Moo Baa La La la

Gabrielle is a child of Now. There is no where else that exists to her. But slowly she is becoming a child of Then, and a child of Soon. It begins when I sing her a song, and she enjoys it for a second then wishes I was singing a different song and starts motioning by shaking her head and doing signs that I am clearly not singing the right song. So I better finish up that song fast and get to the one she really wants. Then it starts all over again. It’s amazing to watch her discontentment begin.

Yesterday she learned how to put two words together. She learned “Bye Bye Dada.” She learns connections with words and associates things I don’t even think are connected. For the first time yesterday, I sang her Old MacDonald and said “Ee-I-Ee-I-O” and she said “ya eye ya eye” and pointed to her eye. Yeah, I guess it is the same word. I didn’t know Farmer MacDonald was so concerned about his vision until she clearly pointed out my oversight.

Everyday we read all the books on the book shelf, several times. Sometimes she makes it through the entire book, sometimes she gets to her favourite part and then discards. She has a book called “Moo, Baa, Lalala” and Marc was doing the dishes and said to Gabrielle “A cow says Moo, a sheep says Baa, three singing pigs say?” And she says “Lalala” then went to the bookshelf and was rifling around. Then comes tromping over to Marc with that particular book in her hand, saying “baa lalala.” Smart cookie, she can recognize which book she wants now and knows what’s coming as we read to her.

The library on Pender is closed for a few months for a renovation. In lieu of having access to borrowing books, they encouraged residence of Pender to take home a box of books for a few months and return them when the library reopens. This is an advantage to the library, because they do not have to find as much storage and a plus for us because we get the benefit of a whole shelf of books we can cycle through. In saying all this, it is amazing how fast you can get sick of the books you have, even if you have a whole shelf. So then, how many is enough?

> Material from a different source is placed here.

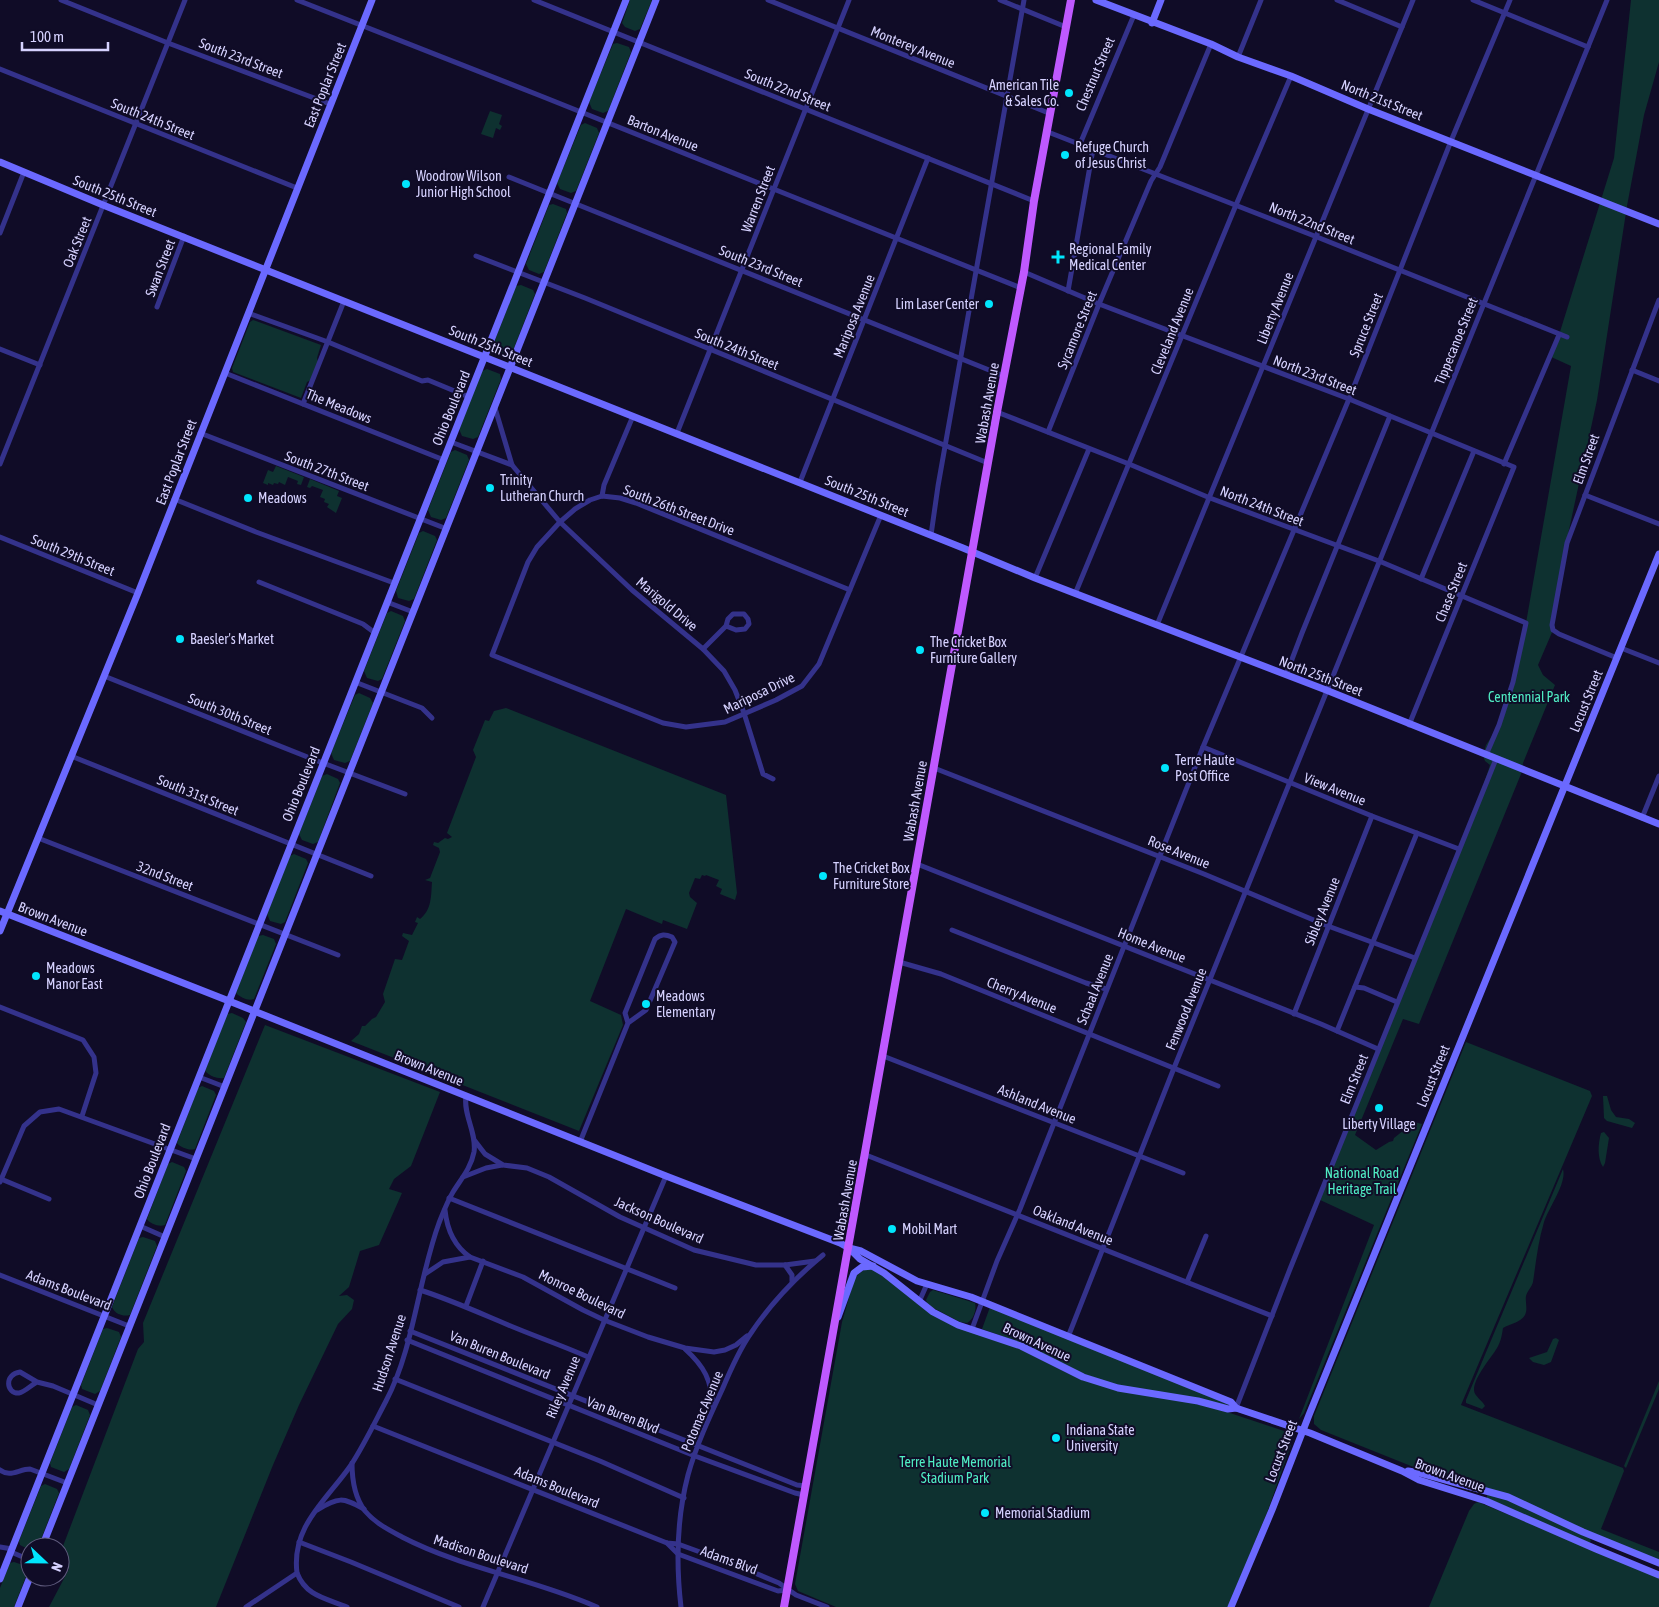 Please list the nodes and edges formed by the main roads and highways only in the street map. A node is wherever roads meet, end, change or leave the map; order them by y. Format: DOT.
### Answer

Not for the child so much, but for the parent!

How have you spent these long dark January days?

About Amanda

Living a simple quiet life on the Gulf Islands, BC.

7 Thoughts on “Moo Baa La La la

  1. Amanda on 28 January, 2012 at 8:35 am said:

    Oh your words so remind me of our Fynn, and his love for books at an early age. Many hours spent snuggled up and reading to him. He still loves being read to, and he’s nearly seven now. Way to foster and encourage that love of the written word Manda.

  2. We lost our copy of Moo Baa La La La. Must get another!

  3. I love that they let you take a box of books home. So Penderish! And what a treat to have such a selection.
    Yes, they can get old, but there will always be classics that they will return to again and again. Goodnight Moon is loved by all around here.

    • Good Night Moon is on our bookshelf but not a fan here. She doesn’t care for it at all and we’ve never made it the whole way through. Maybe I’m reading it… wrong?

      • Kimberly on 30 January, 2012 at 12:00 am said:

        Maybe Goodnight Moon just for bedtime? The first time we read it to Soren he got really sleepy and wanted to go to bed. It’s like magic! So maybe you’ve been reading it at the wrong time? ;-)

  4. Kimberly on 29 January, 2012 at 11:58 pm said:

    She IS a smartie! Two words already? CLEVER! I would read Soren his twenty books (that’s all he had at a year…now it’s like 70!) twice over. So 40 books a day when he was that age. It got really really tiring. And then a friend of mine suggested I just read five and say: “all done”. And truly that had not occurred to me before! I just figured you had to keep reading as long as they wanted! It’s a good thing I figured that out before the book count got up to 70.

  5. The Sandra Boyton “Doggies” book has been ‘read’ a few hundred times in our house. woof.